Река в этом месте течёт строго с запада на восток, так, что в день весеннего и осеннего равноденствия солнце встаёт точно между берегов, если смотреть с середины моста.
Село разделено рекой на две части.
На правом берегу, более высоком, находится машинный двор, ферма, детский сад, клуб, столовая и фельдшерский пункт.
Жилых домов там немного, десятка два.
Эта часть, в свою очередь, разрезана надвое оврагом с высокими и крутыми стенками, по дну которого протекает небольшая речка, скорее ручей.
Ручей впадает в реку рядом с мостом, деревянным. Перед каждым ледоходом его разбирают, а потом ставят вновь — иначе снесёт.
На левом, более низком, школа, магазин и правление колхоза. Там же и бо льшая часть жилья — дома вытянулись на километр вдоль берега в две улицы, упираясь в старый парк, обширный, заросший, но ещё сохраняющий остатки регулярности.
Говорят, раньше там была дворянская усадьба, её следы ещё видны, в виде низких, заросших многолетней крапивой, развалин красного кирпича, в той части парка, что наиболее отдалёна от берега.

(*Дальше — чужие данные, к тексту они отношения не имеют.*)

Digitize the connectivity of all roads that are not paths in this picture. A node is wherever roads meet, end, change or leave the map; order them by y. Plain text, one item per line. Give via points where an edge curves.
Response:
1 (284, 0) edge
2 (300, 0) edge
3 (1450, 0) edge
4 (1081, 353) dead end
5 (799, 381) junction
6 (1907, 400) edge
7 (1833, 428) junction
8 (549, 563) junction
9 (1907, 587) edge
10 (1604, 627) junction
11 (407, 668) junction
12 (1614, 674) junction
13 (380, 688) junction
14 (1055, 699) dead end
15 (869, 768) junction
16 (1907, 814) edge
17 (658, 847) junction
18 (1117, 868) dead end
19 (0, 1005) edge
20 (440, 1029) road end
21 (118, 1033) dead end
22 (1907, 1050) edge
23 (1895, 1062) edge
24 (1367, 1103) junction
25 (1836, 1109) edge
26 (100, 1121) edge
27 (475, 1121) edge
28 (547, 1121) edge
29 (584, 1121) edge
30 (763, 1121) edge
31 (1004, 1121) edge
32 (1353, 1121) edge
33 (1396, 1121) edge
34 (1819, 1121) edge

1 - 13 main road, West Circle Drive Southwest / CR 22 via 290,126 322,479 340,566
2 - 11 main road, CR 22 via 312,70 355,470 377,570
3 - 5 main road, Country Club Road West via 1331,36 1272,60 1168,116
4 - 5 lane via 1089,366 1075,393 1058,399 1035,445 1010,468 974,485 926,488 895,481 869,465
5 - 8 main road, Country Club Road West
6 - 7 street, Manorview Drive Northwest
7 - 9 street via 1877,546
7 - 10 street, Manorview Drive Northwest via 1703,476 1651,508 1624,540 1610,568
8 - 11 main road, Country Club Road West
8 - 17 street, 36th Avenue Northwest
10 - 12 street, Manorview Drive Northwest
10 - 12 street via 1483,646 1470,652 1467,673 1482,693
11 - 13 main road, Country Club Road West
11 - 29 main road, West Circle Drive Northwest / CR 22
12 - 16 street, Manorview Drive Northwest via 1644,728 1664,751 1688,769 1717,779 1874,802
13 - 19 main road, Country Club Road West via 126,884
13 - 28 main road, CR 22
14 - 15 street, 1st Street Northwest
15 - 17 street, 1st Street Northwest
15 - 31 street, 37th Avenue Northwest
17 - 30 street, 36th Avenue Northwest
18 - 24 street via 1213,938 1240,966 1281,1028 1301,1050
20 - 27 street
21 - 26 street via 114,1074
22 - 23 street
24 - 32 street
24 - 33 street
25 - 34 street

Старые липы и берёзы стоят рядами, как колонны, образуя равнобедренный прямоугольный треугольник с катетами метров по двести, упирающийся гипотенузой в берега делающей резкий, на девяносто градусов, поворот, реки. Повернув на север, она течёт так немного, а потом снова поворачивает, на восток, продолжая течь в прежнем направлении.
Сразу после второго поворота — пороги.
Местные называют их Урёвы.
Из-за шума, который вроде бы и не очень сильный, но ближе, чем за несколько десятков шагов, уже приходится кричать, чтобы услышать собеседника.
Вода ощутимо, видимо на глаз, изгибается вниз, и убыстряет свой ход до такой степени, что кажется полупрозрачным застывшим стеклом. А потом, через пару-другую метров, словно взрывается полутораметровой высоты валом пены и брызг, из которого время от времени показываются спины камней.
Их три, самый большой почти посередине русла, два других между ним и левым берегом.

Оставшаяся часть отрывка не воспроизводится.